Over some weeks, my children had all heard the night song and the bird became known as Mum’s Special Bird. Some months later just before leaving our family home the bird presented itself in the garden in broad daylight. A willy wagtail flew down, sat on the fence near us and proceeded to sing his melody, quite calmly, for us all. It was a bright sunny afternoon. He then ‘chattered’ and sang again and flew off. When we finally moved, roughly 500kms away, the first sound we heard when walked into our new home was the familiar sound of our bird. It was as a blessing for our new life. There was the willy wagtail, sitting right on top of the clothesline, looking through the back window as if in a greeting. One of the children exclaimed “he has followed us Mummy, our bird has come too!”
Throughout the years, his presence has been constant. He would sing his beautiful song and also chatter. At times, it seemed as if he would give messages because he would look straight at me through the window, or outside, and chatter. Sometimes he would sort of sigh and turn his back to me. Then look back as if frustrated and prattle away some more. His presence was all year long, not seasonal. I now know and understand that this bird was a sign of Swami’s presence.

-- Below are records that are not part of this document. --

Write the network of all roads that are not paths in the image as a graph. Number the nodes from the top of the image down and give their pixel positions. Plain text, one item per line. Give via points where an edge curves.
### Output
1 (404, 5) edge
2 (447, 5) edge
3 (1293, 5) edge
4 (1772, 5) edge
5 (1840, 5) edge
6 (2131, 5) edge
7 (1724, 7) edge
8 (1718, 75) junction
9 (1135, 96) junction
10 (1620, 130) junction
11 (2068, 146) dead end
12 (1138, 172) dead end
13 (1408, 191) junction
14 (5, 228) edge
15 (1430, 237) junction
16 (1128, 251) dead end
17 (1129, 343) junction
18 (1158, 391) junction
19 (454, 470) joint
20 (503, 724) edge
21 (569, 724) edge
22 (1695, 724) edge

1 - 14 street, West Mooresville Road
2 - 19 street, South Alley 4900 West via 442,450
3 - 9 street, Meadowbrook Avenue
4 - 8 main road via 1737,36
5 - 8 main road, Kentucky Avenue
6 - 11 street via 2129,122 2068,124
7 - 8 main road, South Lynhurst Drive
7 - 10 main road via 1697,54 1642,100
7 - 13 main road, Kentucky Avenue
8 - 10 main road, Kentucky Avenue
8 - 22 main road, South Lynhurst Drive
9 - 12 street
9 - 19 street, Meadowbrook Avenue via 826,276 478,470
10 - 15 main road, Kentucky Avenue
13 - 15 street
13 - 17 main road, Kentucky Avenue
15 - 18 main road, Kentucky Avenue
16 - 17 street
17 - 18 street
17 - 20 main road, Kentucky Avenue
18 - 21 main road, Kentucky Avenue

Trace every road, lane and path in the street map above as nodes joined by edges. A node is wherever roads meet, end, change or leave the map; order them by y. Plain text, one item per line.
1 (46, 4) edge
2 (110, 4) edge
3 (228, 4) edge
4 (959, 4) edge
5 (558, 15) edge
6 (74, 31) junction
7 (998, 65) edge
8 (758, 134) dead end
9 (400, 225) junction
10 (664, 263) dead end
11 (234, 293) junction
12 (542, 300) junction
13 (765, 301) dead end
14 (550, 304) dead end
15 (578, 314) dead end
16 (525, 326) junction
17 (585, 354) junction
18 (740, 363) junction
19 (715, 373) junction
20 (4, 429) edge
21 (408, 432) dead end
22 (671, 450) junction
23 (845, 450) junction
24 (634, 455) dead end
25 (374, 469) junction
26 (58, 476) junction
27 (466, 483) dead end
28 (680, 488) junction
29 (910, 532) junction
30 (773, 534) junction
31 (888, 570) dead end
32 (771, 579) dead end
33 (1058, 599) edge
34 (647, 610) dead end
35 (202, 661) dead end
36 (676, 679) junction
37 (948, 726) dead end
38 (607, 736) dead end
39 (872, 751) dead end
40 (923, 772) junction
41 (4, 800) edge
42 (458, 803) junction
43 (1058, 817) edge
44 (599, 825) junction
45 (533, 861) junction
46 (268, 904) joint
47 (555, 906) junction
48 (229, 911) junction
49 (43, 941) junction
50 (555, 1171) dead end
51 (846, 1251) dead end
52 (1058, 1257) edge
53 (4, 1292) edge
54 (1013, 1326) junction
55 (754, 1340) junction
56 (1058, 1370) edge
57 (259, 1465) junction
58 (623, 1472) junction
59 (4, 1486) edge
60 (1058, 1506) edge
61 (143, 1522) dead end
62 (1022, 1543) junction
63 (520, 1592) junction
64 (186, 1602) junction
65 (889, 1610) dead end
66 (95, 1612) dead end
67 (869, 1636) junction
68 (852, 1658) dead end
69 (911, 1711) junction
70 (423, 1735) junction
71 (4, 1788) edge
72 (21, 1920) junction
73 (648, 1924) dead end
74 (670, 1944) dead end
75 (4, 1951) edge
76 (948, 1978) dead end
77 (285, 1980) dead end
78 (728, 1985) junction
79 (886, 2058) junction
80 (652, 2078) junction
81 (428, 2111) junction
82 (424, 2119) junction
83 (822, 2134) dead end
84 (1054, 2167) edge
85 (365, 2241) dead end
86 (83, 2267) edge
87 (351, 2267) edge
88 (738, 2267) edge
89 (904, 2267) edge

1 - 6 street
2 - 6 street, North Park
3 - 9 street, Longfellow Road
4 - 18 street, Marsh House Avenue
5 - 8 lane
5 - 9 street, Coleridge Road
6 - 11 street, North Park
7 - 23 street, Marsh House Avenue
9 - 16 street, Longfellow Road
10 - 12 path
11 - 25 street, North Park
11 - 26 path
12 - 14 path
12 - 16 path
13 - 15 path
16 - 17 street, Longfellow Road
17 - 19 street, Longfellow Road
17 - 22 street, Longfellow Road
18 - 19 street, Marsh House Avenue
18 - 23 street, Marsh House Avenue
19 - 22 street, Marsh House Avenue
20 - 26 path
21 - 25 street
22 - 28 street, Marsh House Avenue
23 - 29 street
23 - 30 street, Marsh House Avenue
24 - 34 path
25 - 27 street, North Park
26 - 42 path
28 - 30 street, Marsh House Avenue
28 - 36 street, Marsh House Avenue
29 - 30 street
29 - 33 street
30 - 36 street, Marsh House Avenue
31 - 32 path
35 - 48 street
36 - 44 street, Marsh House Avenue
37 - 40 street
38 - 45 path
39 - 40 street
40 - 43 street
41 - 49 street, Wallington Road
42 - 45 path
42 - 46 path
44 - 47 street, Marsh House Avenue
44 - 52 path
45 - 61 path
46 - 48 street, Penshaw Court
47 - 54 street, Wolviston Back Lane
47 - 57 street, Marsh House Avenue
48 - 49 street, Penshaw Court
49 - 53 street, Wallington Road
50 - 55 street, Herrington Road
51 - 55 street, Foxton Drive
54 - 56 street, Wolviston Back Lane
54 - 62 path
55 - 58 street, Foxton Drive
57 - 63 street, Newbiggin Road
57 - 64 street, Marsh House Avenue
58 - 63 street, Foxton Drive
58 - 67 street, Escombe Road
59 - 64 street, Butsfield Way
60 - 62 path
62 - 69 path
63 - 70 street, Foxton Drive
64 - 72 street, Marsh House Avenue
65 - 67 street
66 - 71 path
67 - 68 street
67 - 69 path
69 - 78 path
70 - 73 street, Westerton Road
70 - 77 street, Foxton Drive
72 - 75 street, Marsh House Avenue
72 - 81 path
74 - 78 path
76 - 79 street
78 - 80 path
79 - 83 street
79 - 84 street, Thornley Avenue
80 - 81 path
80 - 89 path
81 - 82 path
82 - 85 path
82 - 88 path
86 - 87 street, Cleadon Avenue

I would like to leave you with these thoughts. Swami is never separate from us. There may be times when you think He doesn’t hear or recognise you, but He is never away from you. He is around and within you. We need to remember to let things unfold according to His time, not ours. We must be patient and persevere keeping in mind that Swami is the doer. Swami has been and still is, the most powerful, gentle, giving, understanding and loving presence in my life. He is the strength in the whole. Swami, Sri Sathya Sai Baba, is my God Almighty. He holds me together.